• _TASK REQUIREMENTS_:
Every record needs to be repeated exactly; its pictures do not.

• • • •

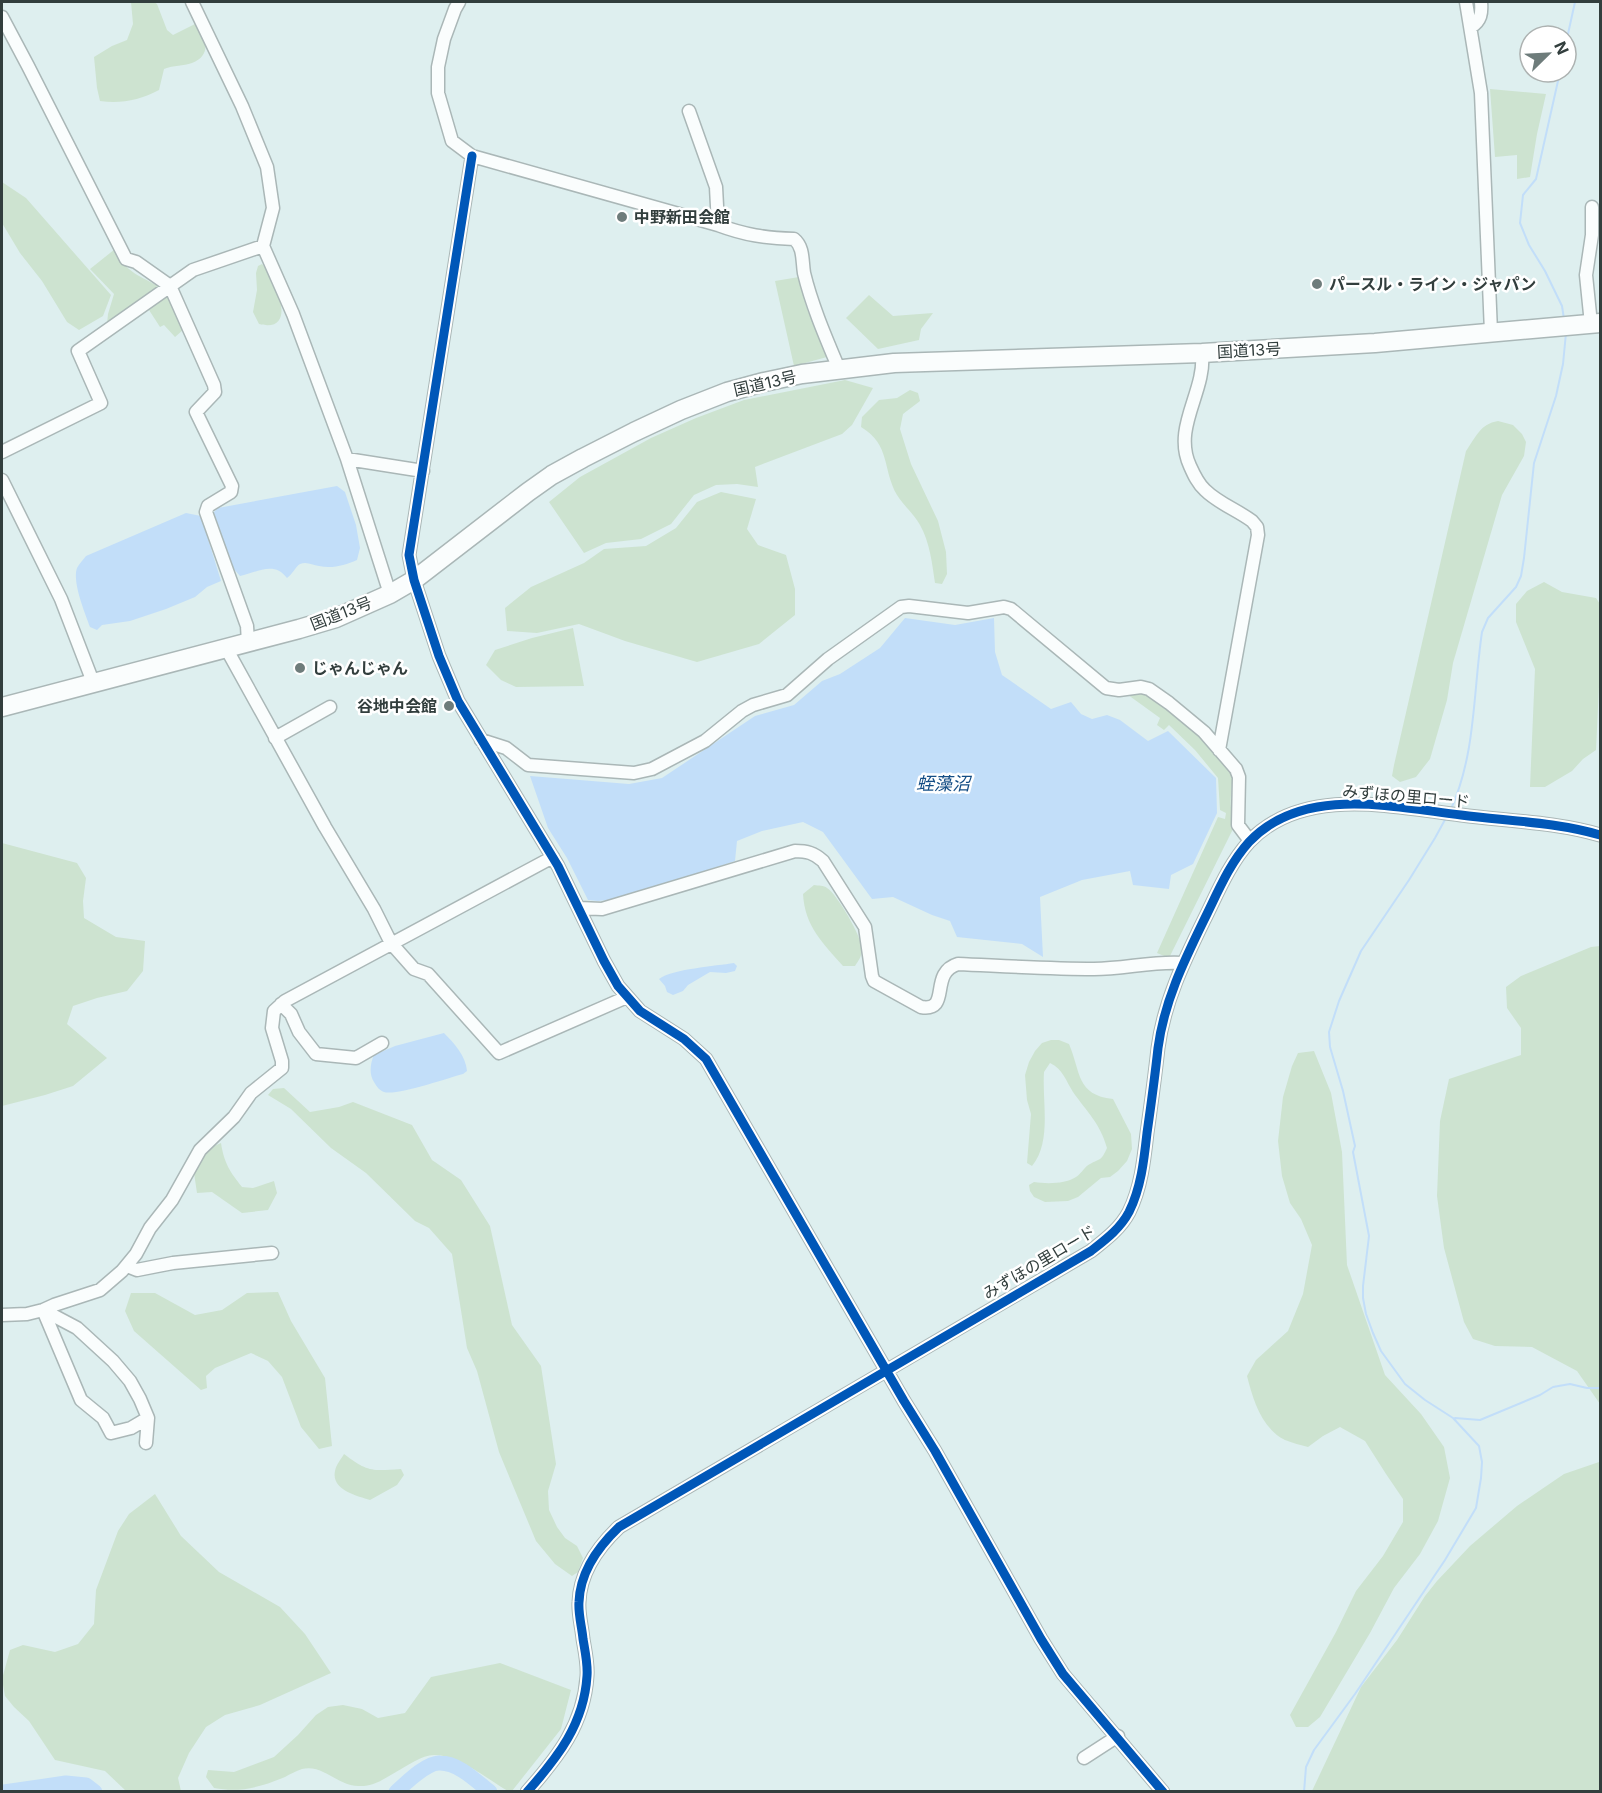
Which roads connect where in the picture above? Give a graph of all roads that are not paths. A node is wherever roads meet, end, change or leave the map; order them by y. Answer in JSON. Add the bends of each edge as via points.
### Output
{"nodes":[{"id":1,"x":192,"y":2,"type":"edge"},
{"id":2,"x":459,"y":2,"type":"edge"},
{"id":3,"x":1466,"y":2,"type":"edge"},
{"id":4,"x":1481,"y":2,"type":"edge"},
{"id":5,"x":2,"y":17,"type":"edge"},
{"id":6,"x":1471,"y":27,"type":"junction"},
{"id":7,"x":689,"y":111,"type":"dead end"},
{"id":8,"x":472,"y":156,"type":"junction"},
{"id":9,"x":1592,"y":207,"type":"dead end"},
{"id":10,"x":718,"y":225,"type":"junction"},
{"id":11,"x":262,"y":246,"type":"junction"},
{"id":12,"x":170,"y":286,"type":"junction"},
{"id":13,"x":1590,"y":324,"type":"edge"},
{"id":14,"x":1491,"y":332,"type":"junction"},
{"id":15,"x":1202,"y":353,"type":"junction"},
{"id":16,"x":839,"y":369,"type":"junction"},
{"id":17,"x":2,"y":452,"type":"edge"},
{"id":18,"x":347,"y":459,"type":"junction"},
{"id":19,"x":423,"y":471,"type":"junction"},
{"id":20,"x":2,"y":480,"type":"edge"},
{"id":21,"x":414,"y":580,"type":"junction"},
{"id":22,"x":390,"y":594,"type":"junction"},
{"id":23,"x":248,"y":642,"type":"junction"},
{"id":24,"x":226,"y":648,"type":"junction"},
{"id":25,"x":93,"y":682,"type":"junction"},
{"id":26,"x":2,"y":707,"type":"edge"},
{"id":27,"x":330,"y":707,"type":"dead end"},
{"id":28,"x":276,"y":738,"type":"junction"},
{"id":29,"x":481,"y":740,"type":"junction"},
{"id":30,"x":1219,"y":750,"type":"junction"},
{"id":31,"x":1600,"y":835,"type":"edge"},
{"id":32,"x":1250,"y":841,"type":"junction"},
{"id":33,"x":553,"y":857,"type":"junction"},
{"id":34,"x":579,"y":908,"type":"junction"},
{"id":35,"x":391,"y":943,"type":"junction"},
{"id":36,"x":1182,"y":963,"type":"junction"},
{"id":37,"x":627,"y":997,"type":"junction"},
{"id":38,"x":281,"y":1004,"type":"junction"},
{"id":39,"x":382,"y":1043,"type":"dead end"},
{"id":40,"x":272,"y":1253,"type":"dead end"},
{"id":41,"x":126,"y":1266,"type":"junction"},
{"id":42,"x":43,"y":1310,"type":"junction"},
{"id":43,"x":2,"y":1315,"type":"edge"},
{"id":44,"x":886,"y":1370,"type":"junction"},
{"id":45,"x":148,"y":1418,"type":"junction"},
{"id":46,"x":146,"y":1443,"type":"dead end"},
{"id":47,"x":1118,"y":1736,"type":"junction"},
{"id":48,"x":1084,"y":1758,"type":"dead end"},
{"id":49,"x":528,"y":1790,"type":"edge"},
{"id":50,"x":1163,"y":1791,"type":"edge"}],
"edges":[{"from":1,"to":11,"type":"street","via":[[267,167],[273,208]]},
{"from":2,"to":8,"type":"street","via":[[444,39],[438,93],[450,136]]},
{"from":3,"to":6,"type":"street"},
{"from":4,"to":6,"type":"street","via":[[1481,16]]},
{"from":5,"to":12,"type":"street","via":[[126,259]]},
{"from":6,"to":14,"type":"street","via":[[1481,93]]},
{"from":7,"to":10,"type":"street","via":[[716,187]]},
{"from":8,"to":10,"type":"street"},
{"from":8,"to":19,"type":"street"},
{"from":9,"to":13,"type":"street","via":[[1586,275]]},
{"from":10,"to":16,"type":"street","via":[[765,238],[796,240],[813,305]]},
{"from":11,"to":12,"type":"street","via":[[193,270]]},
{"from":11,"to":18,"type":"street","via":[[293,314]]},
{"from":12,"to":17,"type":"street","via":[[78,351],[101,403]]},
{"from":12,"to":23,"type":"street","via":[[214,385],[215,392],[196,412],[232,486],[231,492],[208,506],[206,512],[247,626]]},
{"from":13,"to":14,"type":"highway","name":"国道13号"},
{"from":14,"to":15,"type":"highway","name":"国道13号"},
{"from":15,"to":16,"type":"highway","name":"国道13号","via":[[894,363]]},
{"from":15,"to":30,"type":"street","via":[[1204,364],[1184,432],[1187,461],[1204,490],[1252,521],[1258,536]]},
{"from":16,"to":21,"type":"highway","name":"国道13号","via":[[728,392],[634,432],[552,476]]},
{"from":18,"to":19,"type":"street"},
{"from":18,"to":22,"type":"street"},
{"from":19,"to":21,"type":"street","via":[[409,555]]},
{"from":20,"to":25,"type":"street","via":[[61,599]]},
{"from":21,"to":22,"type":"highway","name":"国道13号"},
{"from":21,"to":29,"type":"street","via":[[442,664]]},
{"from":22,"to":23,"type":"highway","name":"国道13号","via":[[336,618]]},
{"from":23,"to":24,"type":"highway","name":"国道13号"},
{"from":24,"to":25,"type":"highway","name":"国道13号"},
{"from":24,"to":28,"type":"street"},
{"from":25,"to":26,"type":"highway","name":"国道13号"},
{"from":27,"to":28,"type":"street"},
{"from":28,"to":35,"type":"street"},
{"from":29,"to":30,"type":"street","via":[[506,748],[528,765],[634,773],[652,769],[705,741],[742,711],[787,695],[828,659],[901,607],[968,614],[1004,607],[1106,688],[1149,689],[1204,732]]},
{"from":29,"to":33,"type":"street"},
{"from":30,"to":32,"type":"street","via":[[1239,777],[1238,825]]},
{"from":31,"to":32,"type":"street","name":"みずほの里ロード","via":[[1395,807],[1342,804],[1293,813]]},
{"from":32,"to":36,"type":"street","name":"みずほの里ロード","via":[[1234,861]]},
{"from":33,"to":34,"type":"street"},
{"from":33,"to":35,"type":"street"},
{"from":34,"to":36,"type":"street","via":[[602,909],[795,851],[806,851],[823,861],[865,927],[874,981],[921,1007],[934,1006],[945,970],[958,964],[1096,969]]},
{"from":34,"to":37,"type":"street","via":[[604,962]]},
{"from":35,"to":37,"type":"street","via":[[414,969],[428,974],[499,1053]]},
{"from":35,"to":38,"type":"street"},
{"from":36,"to":44,"type":"street","name":"みずほの里ロード","via":[[1160,1036],[1139,1188],[1129,1214],[1113,1234],[1091,1251]]},
{"from":37,"to":44,"type":"street","via":[[706,1059]]},
{"from":38,"to":39,"type":"street","via":[[316,1054],[356,1058]]},
{"from":38,"to":41,"type":"street","via":[[274,1011],[272,1028],[282,1068],[252,1093],[200,1150],[172,1200]]},
{"from":40,"to":41,"type":"street","via":[[137,1270]]},
{"from":41,"to":42,"type":"street","via":[[100,1290]]},
{"from":42,"to":43,"type":"street"},
{"from":42,"to":45,"type":"street","via":[[77,1328],[110,1358],[130,1381]]},
{"from":42,"to":45,"type":"street","via":[[81,1400],[103,1418],[111,1433]]},
{"from":44,"to":47,"type":"street","via":[[1063,1674]]},
{"from":44,"to":49,"type":"street","name":"みずほの里ロード","via":[[619,1527],[604,1542],[585,1574],[579,1602],[588,1674],[578,1718],[569,1739]]},
{"from":45,"to":46,"type":"street"},
{"from":47,"to":48,"type":"street"},
{"from":47,"to":50,"type":"street"}]}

• • • •

• _ANSWER_:
Which roads connect where in the picture above? Give a graph of all roads that are not paths. A node is wherever roads meet, end, change or leave the map; order them by y. Answer in JSON. Add the bends of each edge as via points.
### Output
{"nodes":[{"id":1,"x":192,"y":2,"type":"edge"},
{"id":2,"x":459,"y":2,"type":"edge"},
{"id":3,"x":1466,"y":2,"type":"edge"},
{"id":4,"x":1481,"y":2,"type":"edge"},
{"id":5,"x":2,"y":17,"type":"edge"},
{"id":6,"x":1471,"y":27,"type":"junction"},
{"id":7,"x":689,"y":111,"type":"dead end"},
{"id":8,"x":472,"y":156,"type":"junction"},
{"id":9,"x":1592,"y":207,"type":"dead end"},
{"id":10,"x":718,"y":225,"type":"junction"},
{"id":11,"x":262,"y":246,"type":"junction"},
{"id":12,"x":170,"y":286,"type":"junction"},
{"id":13,"x":1590,"y":324,"type":"edge"},
{"id":14,"x":1491,"y":332,"type":"junction"},
{"id":15,"x":1202,"y":353,"type":"junction"},
{"id":16,"x":839,"y":369,"type":"junction"},
{"id":17,"x":2,"y":452,"type":"edge"},
{"id":18,"x":347,"y":459,"type":"junction"},
{"id":19,"x":423,"y":471,"type":"junction"},
{"id":20,"x":2,"y":480,"type":"edge"},
{"id":21,"x":414,"y":580,"type":"junction"},
{"id":22,"x":390,"y":594,"type":"junction"},
{"id":23,"x":248,"y":642,"type":"junction"},
{"id":24,"x":226,"y":648,"type":"junction"},
{"id":25,"x":93,"y":682,"type":"junction"},
{"id":26,"x":2,"y":707,"type":"edge"},
{"id":27,"x":330,"y":707,"type":"dead end"},
{"id":28,"x":276,"y":738,"type":"junction"},
{"id":29,"x":481,"y":740,"type":"junction"},
{"id":30,"x":1219,"y":750,"type":"junction"},
{"id":31,"x":1600,"y":835,"type":"edge"},
{"id":32,"x":1250,"y":841,"type":"junction"},
{"id":33,"x":553,"y":857,"type":"junction"},
{"id":34,"x":579,"y":908,"type":"junction"},
{"id":35,"x":391,"y":943,"type":"junction"},
{"id":36,"x":1182,"y":963,"type":"junction"},
{"id":37,"x":627,"y":997,"type":"junction"},
{"id":38,"x":281,"y":1004,"type":"junction"},
{"id":39,"x":382,"y":1043,"type":"dead end"},
{"id":40,"x":272,"y":1253,"type":"dead end"},
{"id":41,"x":126,"y":1266,"type":"junction"},
{"id":42,"x":43,"y":1310,"type":"junction"},
{"id":43,"x":2,"y":1315,"type":"edge"},
{"id":44,"x":886,"y":1370,"type":"junction"},
{"id":45,"x":148,"y":1418,"type":"junction"},
{"id":46,"x":146,"y":1443,"type":"dead end"},
{"id":47,"x":1118,"y":1736,"type":"junction"},
{"id":48,"x":1084,"y":1758,"type":"dead end"},
{"id":49,"x":528,"y":1790,"type":"edge"},
{"id":50,"x":1163,"y":1791,"type":"edge"}],
"edges":[{"from":1,"to":11,"type":"street","via":[[267,167],[273,208]]},
{"from":2,"to":8,"type":"street","via":[[444,39],[438,93],[450,136]]},
{"from":3,"to":6,"type":"street"},
{"from":4,"to":6,"type":"street","via":[[1481,16]]},
{"from":5,"to":12,"type":"street","via":[[126,259]]},
{"from":6,"to":14,"type":"street","via":[[1481,93]]},
{"from":7,"to":10,"type":"street","via":[[716,187]]},
{"from":8,"to":10,"type":"street"},
{"from":8,"to":19,"type":"street"},
{"from":9,"to":13,"type":"street","via":[[1586,275]]},
{"from":10,"to":16,"type":"street","via":[[765,238],[796,240],[813,305]]},
{"from":11,"to":12,"type":"street","via":[[193,270]]},
{"from":11,"to":18,"type":"street","via":[[293,314]]},
{"from":12,"to":17,"type":"street","via":[[78,351],[101,403]]},
{"from":12,"to":23,"type":"street","via":[[214,385],[215,392],[196,412],[232,486],[231,492],[208,506],[206,512],[247,626]]},
{"from":13,"to":14,"type":"highway","name":"国道13号"},
{"from":14,"to":15,"type":"highway","name":"国道13号"},
{"from":15,"to":16,"type":"highway","name":"国道13号","via":[[894,363]]},
{"from":15,"to":30,"type":"street","via":[[1204,364],[1184,432],[1187,461],[1204,490],[1252,521],[1258,536]]},
{"from":16,"to":21,"type":"highway","name":"国道13号","via":[[728,392],[634,432],[552,476]]},
{"from":18,"to":19,"type":"street"},
{"from":18,"to":22,"type":"street"},
{"from":19,"to":21,"type":"street","via":[[409,555]]},
{"from":20,"to":25,"type":"street","via":[[61,599]]},
{"from":21,"to":22,"type":"highway","name":"国道13号"},
{"from":21,"to":29,"type":"street","via":[[442,664]]},
{"from":22,"to":23,"type":"highway","name":"国道13号","via":[[336,618]]},
{"from":23,"to":24,"type":"highway","name":"国道13号"},
{"from":24,"to":25,"type":"highway","name":"国道13号"},
{"from":24,"to":28,"type":"street"},
{"from":25,"to":26,"type":"highway","name":"国道13号"},
{"from":27,"to":28,"type":"street"},
{"from":28,"to":35,"type":"street"},
{"from":29,"to":30,"type":"street","via":[[506,748],[528,765],[634,773],[652,769],[705,741],[742,711],[787,695],[828,659],[901,607],[968,614],[1004,607],[1106,688],[1149,689],[1204,732]]},
{"from":29,"to":33,"type":"street"},
{"from":30,"to":32,"type":"street","via":[[1239,777],[1238,825]]},
{"from":31,"to":32,"type":"street","name":"みずほの里ロード","via":[[1395,807],[1342,804],[1293,813]]},
{"from":32,"to":36,"type":"street","name":"みずほの里ロード","via":[[1234,861]]},
{"from":33,"to":34,"type":"street"},
{"from":33,"to":35,"type":"street"},
{"from":34,"to":36,"type":"street","via":[[602,909],[795,851],[806,851],[823,861],[865,927],[874,981],[921,1007],[934,1006],[945,970],[958,964],[1096,969]]},
{"from":34,"to":37,"type":"street","via":[[604,962]]},
{"from":35,"to":37,"type":"street","via":[[414,969],[428,974],[499,1053]]},
{"from":35,"to":38,"type":"street"},
{"from":36,"to":44,"type":"street","name":"みずほの里ロード","via":[[1160,1036],[1139,1188],[1129,1214],[1113,1234],[1091,1251]]},
{"from":37,"to":44,"type":"street","via":[[706,1059]]},
{"from":38,"to":39,"type":"street","via":[[316,1054],[356,1058]]},
{"from":38,"to":41,"type":"street","via":[[274,1011],[272,1028],[282,1068],[252,1093],[200,1150],[172,1200]]},
{"from":40,"to":41,"type":"street","via":[[137,1270]]},
{"from":41,"to":42,"type":"street","via":[[100,1290]]},
{"from":42,"to":43,"type":"street"},
{"from":42,"to":45,"type":"street","via":[[77,1328],[110,1358],[130,1381]]},
{"from":42,"to":45,"type":"street","via":[[81,1400],[103,1418],[111,1433]]},
{"from":44,"to":47,"type":"street","via":[[1063,1674]]},
{"from":44,"to":49,"type":"street","name":"みずほの里ロード","via":[[619,1527],[604,1542],[585,1574],[579,1602],[588,1674],[578,1718],[569,1739]]},
{"from":45,"to":46,"type":"street"},
{"from":47,"to":48,"type":"street"},
{"from":47,"to":50,"type":"street"}]}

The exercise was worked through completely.